According to a U.S. securities filing, Shopify’s buyback plan allows the company to repurchase as much as $2.0 billion worth of Class A subordinate voting shares—up to 5% of the class’s issued and outstanding shares. The authorization kicks in on February 17 and doesn’t set an end date. Shopify noted that buybacks could happen via open market purchases, private deals, block trades, or preset trading arrangements.

Shopify’s drop pulled down Toronto’s main stock index, putting pressure on tech shares as investors in Canada tried to make sense of new developments in U.S. trade policy.

Software stocks took a hit, losing roughly $223.75 billion in market value, and the iShares Expanded Tech-Software Sector ETF tumbled 4.75%. That marks the ETF’s worst single-day drop since early February, according to MarketWatch.

Shopify’s risk? Tariff threats could start to bite, hitting consumer demand and shaking small-business confidence — right as investors are busy questioning if AI is shifting the landscape for software pricing power and competitive moats. High volatility? Buybacks might provide a little support for the stock, but they’re no match for full-blown sector de-risking.
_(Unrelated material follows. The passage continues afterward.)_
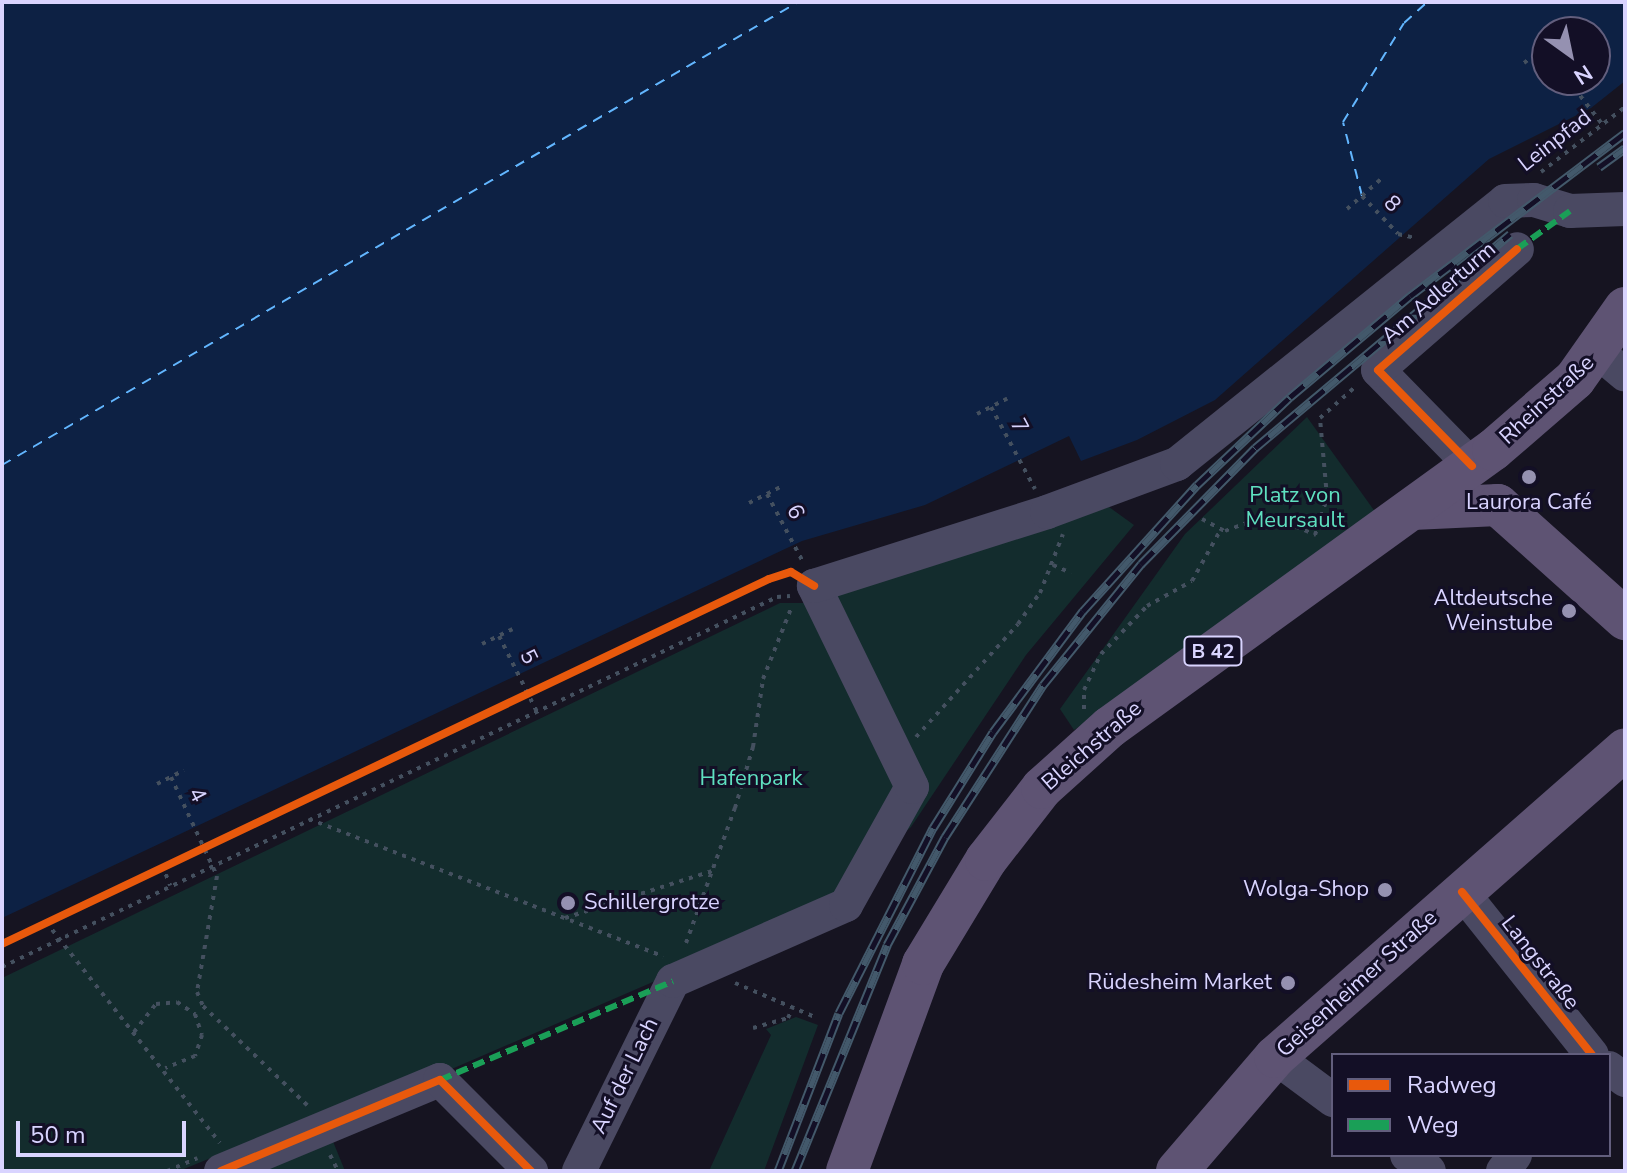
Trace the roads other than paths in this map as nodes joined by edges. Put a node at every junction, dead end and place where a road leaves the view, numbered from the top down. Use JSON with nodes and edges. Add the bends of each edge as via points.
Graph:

With no events on Shopify’s investor calendar, shares are left to move with the broader market, sector trends, and any hints of increased buybacks in the open market.

March 6 stands out as the next likely mover, with February jobs numbers from the U.S. government on deck. Fed Governor Christopher Waller flagged that report as a potential influence on his stance for holding rates. The central bank will announce its next policy decision following its March 17–18 meeting.